Herndon and her singers, dressed in uniformly neutral-toned clothing that’s both clearly modern and subtly evocative of a peasanty previous era – a wimple here, a pinny there – perform in front of visuals by Dario Alva: landscapes that shift uneasily between animated and static, cities in the far distance, vaulted cathedrals that could be in ruins or in the making; the thick, starliner-engine throb of Alienation soundtracks the progress of shadowy figures through a scarred landscape. One of ‘Proto’’s many inspirations was Always Coming Home, author Ursula Le Guin’s invented anthropological study of a future primitive people (and its accompanying soundtrack), and ‘Proto’ has its own proto-plot, a science fiction epic left impressionistic for the listener to sketch in as they please.

It’s clear, though, that it’s no easy utopia, with as much dark as light, and its future-folk music feels at once sacred, cosmic in scale, and warmly, passionately human, with Herndon’s “dream ensemble” at its heart.

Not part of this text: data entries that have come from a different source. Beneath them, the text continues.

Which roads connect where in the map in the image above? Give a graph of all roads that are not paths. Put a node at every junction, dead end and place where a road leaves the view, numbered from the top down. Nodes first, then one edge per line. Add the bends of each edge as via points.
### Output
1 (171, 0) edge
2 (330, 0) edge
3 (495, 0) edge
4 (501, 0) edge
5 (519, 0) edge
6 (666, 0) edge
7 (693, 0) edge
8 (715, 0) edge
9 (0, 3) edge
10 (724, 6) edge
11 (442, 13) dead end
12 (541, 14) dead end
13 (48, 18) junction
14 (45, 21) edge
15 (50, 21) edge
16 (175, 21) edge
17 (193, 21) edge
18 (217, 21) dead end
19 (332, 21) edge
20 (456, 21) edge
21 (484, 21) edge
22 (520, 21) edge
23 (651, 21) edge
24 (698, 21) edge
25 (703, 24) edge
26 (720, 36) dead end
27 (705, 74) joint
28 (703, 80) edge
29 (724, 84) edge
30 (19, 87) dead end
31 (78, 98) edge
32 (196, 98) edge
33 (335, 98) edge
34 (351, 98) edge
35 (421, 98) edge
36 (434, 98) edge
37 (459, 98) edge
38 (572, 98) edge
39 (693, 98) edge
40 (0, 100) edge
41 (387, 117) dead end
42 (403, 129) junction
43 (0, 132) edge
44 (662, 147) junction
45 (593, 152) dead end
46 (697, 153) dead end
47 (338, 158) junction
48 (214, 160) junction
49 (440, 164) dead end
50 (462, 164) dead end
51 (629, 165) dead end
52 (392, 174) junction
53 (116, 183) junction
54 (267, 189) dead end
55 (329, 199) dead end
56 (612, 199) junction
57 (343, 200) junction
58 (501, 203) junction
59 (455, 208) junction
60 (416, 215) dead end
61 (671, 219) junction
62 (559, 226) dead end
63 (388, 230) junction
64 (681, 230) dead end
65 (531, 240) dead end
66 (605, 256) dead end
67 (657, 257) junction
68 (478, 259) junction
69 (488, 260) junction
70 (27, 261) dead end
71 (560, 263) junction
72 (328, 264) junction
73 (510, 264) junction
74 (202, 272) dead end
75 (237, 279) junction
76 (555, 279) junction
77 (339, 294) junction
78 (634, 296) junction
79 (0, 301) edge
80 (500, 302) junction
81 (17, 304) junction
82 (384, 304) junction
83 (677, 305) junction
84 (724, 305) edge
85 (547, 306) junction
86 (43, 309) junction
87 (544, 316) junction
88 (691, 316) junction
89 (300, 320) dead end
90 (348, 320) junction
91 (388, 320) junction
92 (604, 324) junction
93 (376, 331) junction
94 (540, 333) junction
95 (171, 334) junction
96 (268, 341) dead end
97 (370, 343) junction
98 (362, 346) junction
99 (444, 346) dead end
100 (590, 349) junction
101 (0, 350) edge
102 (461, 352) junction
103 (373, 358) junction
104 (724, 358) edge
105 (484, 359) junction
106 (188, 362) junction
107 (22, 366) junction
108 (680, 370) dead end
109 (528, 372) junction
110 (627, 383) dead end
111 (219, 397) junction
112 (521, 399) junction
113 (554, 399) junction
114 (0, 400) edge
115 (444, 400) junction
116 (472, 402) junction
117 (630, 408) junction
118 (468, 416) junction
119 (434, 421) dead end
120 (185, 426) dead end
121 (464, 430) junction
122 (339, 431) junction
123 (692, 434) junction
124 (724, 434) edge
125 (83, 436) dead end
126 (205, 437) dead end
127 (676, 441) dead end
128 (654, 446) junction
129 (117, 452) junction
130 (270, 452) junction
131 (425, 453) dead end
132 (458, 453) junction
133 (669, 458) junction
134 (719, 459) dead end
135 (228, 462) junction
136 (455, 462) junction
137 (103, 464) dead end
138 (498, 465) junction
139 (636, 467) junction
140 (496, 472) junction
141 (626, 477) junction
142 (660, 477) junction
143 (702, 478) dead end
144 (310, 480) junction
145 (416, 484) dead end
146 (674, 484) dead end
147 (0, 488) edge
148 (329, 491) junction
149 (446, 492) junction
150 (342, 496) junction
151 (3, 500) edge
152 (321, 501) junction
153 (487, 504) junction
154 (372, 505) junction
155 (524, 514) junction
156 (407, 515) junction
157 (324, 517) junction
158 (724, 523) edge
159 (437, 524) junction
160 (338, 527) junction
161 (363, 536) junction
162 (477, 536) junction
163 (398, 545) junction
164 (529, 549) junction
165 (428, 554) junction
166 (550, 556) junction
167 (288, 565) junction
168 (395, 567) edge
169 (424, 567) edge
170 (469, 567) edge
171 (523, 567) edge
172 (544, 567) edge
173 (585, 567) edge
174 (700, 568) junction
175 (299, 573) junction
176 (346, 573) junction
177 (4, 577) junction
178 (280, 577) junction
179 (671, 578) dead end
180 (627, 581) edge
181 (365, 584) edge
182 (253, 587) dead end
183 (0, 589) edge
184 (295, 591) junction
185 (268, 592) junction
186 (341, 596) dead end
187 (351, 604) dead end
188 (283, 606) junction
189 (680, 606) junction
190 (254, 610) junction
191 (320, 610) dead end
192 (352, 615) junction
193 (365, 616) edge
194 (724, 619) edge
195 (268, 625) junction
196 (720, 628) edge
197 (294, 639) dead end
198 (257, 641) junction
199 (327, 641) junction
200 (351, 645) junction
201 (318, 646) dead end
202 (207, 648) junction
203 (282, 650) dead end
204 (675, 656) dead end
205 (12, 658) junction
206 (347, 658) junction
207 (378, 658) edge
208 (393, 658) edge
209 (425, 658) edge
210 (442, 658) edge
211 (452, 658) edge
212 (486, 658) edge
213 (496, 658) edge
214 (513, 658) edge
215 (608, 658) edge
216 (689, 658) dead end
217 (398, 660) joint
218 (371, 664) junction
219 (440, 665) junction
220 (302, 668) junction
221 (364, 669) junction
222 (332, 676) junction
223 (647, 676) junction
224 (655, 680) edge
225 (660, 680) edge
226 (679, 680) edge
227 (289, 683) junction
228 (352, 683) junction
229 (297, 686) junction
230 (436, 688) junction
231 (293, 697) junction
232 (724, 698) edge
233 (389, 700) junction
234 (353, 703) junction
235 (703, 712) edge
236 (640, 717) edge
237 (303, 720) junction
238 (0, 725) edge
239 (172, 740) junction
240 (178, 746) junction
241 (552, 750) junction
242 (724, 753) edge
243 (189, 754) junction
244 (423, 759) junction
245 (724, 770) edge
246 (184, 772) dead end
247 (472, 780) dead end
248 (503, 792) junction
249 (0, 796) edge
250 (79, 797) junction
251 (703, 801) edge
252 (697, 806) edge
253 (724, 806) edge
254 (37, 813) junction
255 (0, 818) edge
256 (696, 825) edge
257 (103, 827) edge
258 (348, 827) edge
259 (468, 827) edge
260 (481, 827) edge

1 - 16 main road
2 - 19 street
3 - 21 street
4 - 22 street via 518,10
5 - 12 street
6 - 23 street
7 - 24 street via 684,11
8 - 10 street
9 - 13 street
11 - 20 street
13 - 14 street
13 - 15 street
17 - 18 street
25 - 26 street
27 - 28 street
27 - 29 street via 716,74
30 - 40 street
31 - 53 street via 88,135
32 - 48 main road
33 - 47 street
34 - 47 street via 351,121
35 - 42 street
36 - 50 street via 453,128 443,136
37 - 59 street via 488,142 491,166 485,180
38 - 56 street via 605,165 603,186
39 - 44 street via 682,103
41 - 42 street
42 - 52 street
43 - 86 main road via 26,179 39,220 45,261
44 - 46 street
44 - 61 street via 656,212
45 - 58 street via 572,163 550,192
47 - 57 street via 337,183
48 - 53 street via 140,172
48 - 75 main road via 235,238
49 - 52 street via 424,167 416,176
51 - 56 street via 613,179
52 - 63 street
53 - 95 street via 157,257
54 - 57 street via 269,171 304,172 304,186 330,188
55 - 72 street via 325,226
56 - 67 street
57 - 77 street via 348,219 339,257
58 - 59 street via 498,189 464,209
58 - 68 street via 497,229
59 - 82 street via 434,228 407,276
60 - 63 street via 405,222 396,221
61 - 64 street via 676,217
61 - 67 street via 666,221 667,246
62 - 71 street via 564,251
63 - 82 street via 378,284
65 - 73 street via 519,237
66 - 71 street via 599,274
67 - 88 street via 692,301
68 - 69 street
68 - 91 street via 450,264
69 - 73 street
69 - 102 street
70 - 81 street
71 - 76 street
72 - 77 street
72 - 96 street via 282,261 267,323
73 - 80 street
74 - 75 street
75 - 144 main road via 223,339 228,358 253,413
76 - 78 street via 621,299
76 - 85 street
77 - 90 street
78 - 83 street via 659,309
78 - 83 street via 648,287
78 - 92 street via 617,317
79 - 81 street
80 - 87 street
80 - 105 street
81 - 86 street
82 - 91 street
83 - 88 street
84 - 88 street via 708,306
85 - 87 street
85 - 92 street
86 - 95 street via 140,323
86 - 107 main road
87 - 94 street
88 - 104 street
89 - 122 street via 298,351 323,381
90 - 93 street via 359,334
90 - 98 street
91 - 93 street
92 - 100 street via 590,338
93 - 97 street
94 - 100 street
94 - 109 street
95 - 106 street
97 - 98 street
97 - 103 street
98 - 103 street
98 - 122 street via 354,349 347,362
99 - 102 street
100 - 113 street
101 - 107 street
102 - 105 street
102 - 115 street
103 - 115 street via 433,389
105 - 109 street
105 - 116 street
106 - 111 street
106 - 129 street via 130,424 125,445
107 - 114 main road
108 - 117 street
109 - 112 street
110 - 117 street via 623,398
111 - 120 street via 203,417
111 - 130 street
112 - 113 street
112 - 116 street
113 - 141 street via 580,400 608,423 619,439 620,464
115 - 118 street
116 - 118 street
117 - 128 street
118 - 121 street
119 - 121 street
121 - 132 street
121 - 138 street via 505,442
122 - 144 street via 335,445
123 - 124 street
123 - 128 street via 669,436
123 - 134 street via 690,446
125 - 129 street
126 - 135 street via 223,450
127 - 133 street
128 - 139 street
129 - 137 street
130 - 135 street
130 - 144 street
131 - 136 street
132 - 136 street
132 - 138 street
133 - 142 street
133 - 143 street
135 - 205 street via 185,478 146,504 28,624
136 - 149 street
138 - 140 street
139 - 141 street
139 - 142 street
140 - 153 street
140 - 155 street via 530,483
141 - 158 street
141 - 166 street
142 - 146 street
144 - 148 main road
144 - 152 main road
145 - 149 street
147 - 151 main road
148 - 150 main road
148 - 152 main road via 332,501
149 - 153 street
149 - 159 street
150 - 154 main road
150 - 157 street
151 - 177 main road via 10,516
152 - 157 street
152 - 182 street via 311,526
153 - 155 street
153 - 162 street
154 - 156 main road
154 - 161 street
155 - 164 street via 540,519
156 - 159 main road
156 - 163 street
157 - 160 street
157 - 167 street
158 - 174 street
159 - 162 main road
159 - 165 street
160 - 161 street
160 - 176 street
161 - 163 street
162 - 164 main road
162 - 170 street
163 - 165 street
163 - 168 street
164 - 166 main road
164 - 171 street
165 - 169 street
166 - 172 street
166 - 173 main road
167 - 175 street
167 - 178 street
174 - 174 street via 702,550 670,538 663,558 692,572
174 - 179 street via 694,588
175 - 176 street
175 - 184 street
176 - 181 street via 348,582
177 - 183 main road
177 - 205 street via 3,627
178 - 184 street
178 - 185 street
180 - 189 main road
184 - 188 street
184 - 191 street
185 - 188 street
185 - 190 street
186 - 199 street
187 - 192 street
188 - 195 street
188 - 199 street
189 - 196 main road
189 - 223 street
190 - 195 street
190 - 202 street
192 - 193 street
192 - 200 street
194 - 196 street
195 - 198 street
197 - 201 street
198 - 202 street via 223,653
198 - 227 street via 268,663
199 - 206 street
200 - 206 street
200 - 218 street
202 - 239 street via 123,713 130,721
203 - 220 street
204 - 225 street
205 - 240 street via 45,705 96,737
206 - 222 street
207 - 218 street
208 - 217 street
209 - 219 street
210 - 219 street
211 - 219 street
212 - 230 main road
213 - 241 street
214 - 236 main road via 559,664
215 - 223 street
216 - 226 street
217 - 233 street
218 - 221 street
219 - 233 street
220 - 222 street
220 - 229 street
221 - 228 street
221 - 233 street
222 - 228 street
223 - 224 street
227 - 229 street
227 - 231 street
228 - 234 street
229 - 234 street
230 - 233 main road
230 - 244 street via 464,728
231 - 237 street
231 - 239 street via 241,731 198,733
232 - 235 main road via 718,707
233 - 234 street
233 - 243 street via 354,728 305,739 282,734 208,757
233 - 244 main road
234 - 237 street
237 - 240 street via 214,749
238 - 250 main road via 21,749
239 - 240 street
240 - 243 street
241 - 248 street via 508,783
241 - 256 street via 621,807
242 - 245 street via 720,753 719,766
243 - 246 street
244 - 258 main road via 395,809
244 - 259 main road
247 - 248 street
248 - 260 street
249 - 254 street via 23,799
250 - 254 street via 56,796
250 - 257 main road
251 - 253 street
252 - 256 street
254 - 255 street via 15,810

The room is stilled by ‘Canaan’, an adaptation of a traditional folk hymn in which Evelyn Saylor and Franziska Aigner separate themselves from the rest of the group, stepping behind the gauze on which Alva’s images are projected, their voices now seeming to soar, raw and wild, from the middle distance of the pastoral vista.

Herndon’s own voice takes on many filtered forms tonight: faceted and flickering in ‘Crawler’, rippling and glimmering in ‘Fear, Uncertainty, Doubt’, which she sings alone from atop a table, sending her supplication out into the void. But always, ultimately, the voices connect, finding each other with clear, strong calls through Herndon’s soaring, scissoring storms of sound.

The heady evening closes with a peak of highbrow bang, a one-two of ‘Proto’’s pulsing, stately SWIM followed by ‘Fade’, from Herndon’s 2012 album ‘Platform’. “Feel free to stand up!” cries Herndon, and the hall obliges, tipping over the edge into ecstasy, Herndon’s trusty crew gurning and leaping around the stage like it’s 3am in some Berlin basement as the beats and harmonies hover on the edge of disintegration before beautifully coalescing. It’s a sweaty vision of joy and human potential to take away into an increasingly dark night.